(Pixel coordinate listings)
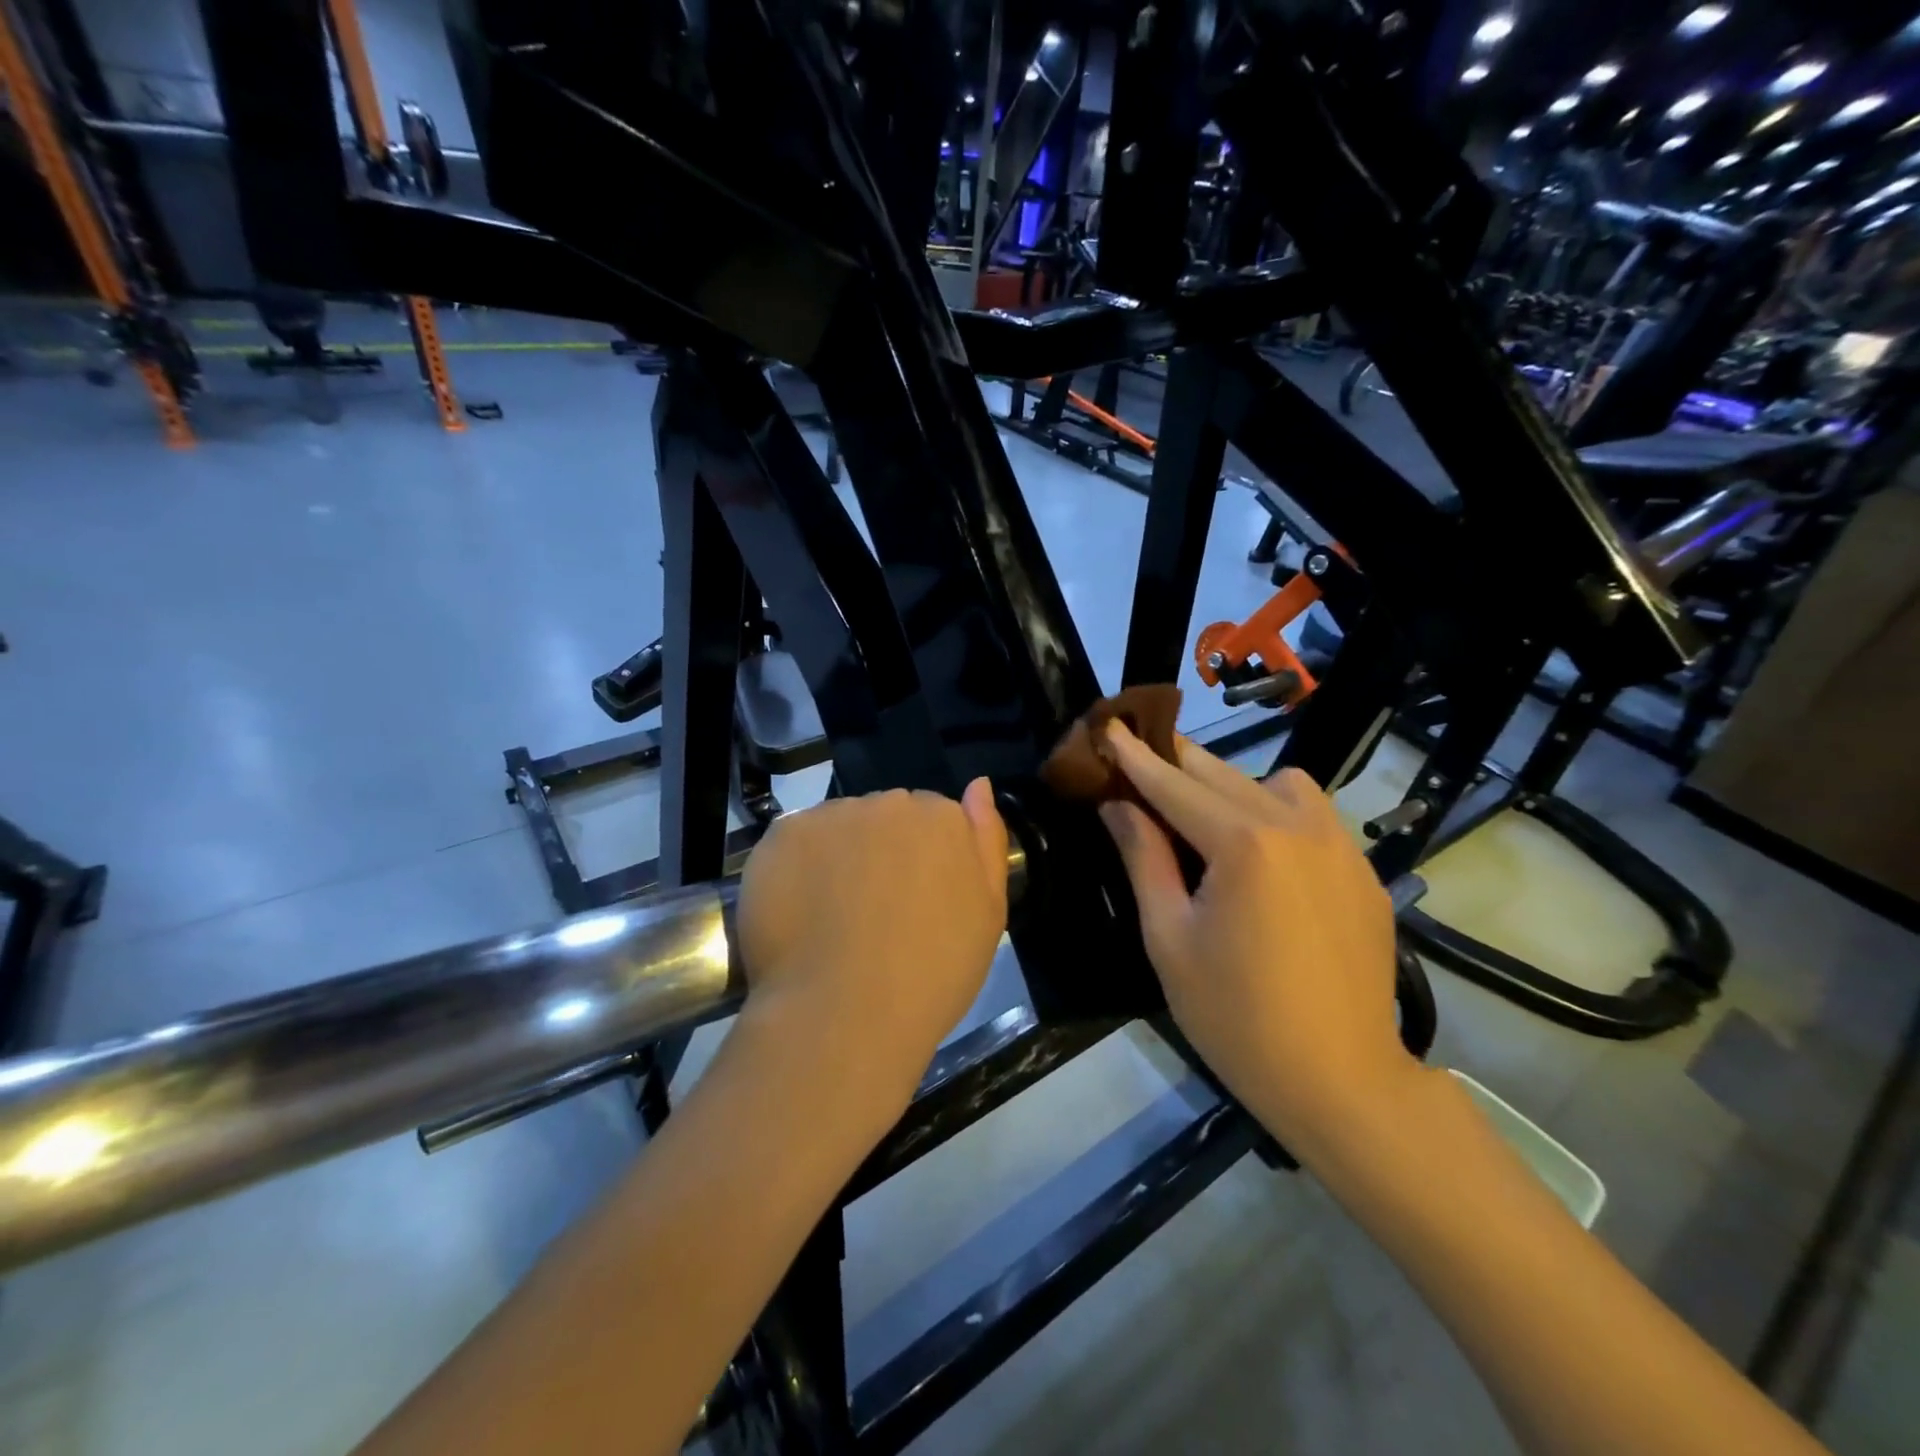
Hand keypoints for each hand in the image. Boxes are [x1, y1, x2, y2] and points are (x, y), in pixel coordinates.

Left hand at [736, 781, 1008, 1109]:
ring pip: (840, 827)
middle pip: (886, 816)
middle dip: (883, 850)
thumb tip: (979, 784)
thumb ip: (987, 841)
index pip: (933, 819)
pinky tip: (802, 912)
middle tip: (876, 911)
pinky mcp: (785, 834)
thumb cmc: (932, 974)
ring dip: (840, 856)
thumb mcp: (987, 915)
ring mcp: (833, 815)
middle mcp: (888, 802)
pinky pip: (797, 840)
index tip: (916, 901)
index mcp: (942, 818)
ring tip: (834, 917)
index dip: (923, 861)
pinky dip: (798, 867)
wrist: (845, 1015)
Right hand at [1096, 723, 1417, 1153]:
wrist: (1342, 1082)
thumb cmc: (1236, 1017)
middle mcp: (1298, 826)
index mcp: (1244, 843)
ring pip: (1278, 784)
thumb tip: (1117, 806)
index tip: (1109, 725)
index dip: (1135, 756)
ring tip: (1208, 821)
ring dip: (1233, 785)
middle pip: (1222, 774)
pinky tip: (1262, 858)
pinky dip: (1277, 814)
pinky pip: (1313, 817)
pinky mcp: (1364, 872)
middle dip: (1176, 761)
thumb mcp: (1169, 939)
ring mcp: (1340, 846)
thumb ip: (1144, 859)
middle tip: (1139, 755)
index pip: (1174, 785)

- Activity -
Please say how many lines in the records above contain the word "pinky", and give only that number.

- Response to this exercise -
8